(Listed records)

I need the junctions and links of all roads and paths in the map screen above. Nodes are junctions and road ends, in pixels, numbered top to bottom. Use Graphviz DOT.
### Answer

(End Listed records)
(Listed records)

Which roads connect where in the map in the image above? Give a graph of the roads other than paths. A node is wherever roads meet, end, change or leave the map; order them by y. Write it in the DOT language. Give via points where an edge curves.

(End Listed records)

Out of the preceding entries, pull every line containing the string "above".

I need the junctions and links of all roads and paths in the map screen above. Nodes are junctions and road ends, in pixels, numbered top to bottom. Use Graphviz DOT.
Which roads connect where in the map in the image above? Give a graph of the roads other than paths. A node is wherever roads meet, end, change or leave the map; order them by y. Write it in the DOT language. Give via points where an edge curves.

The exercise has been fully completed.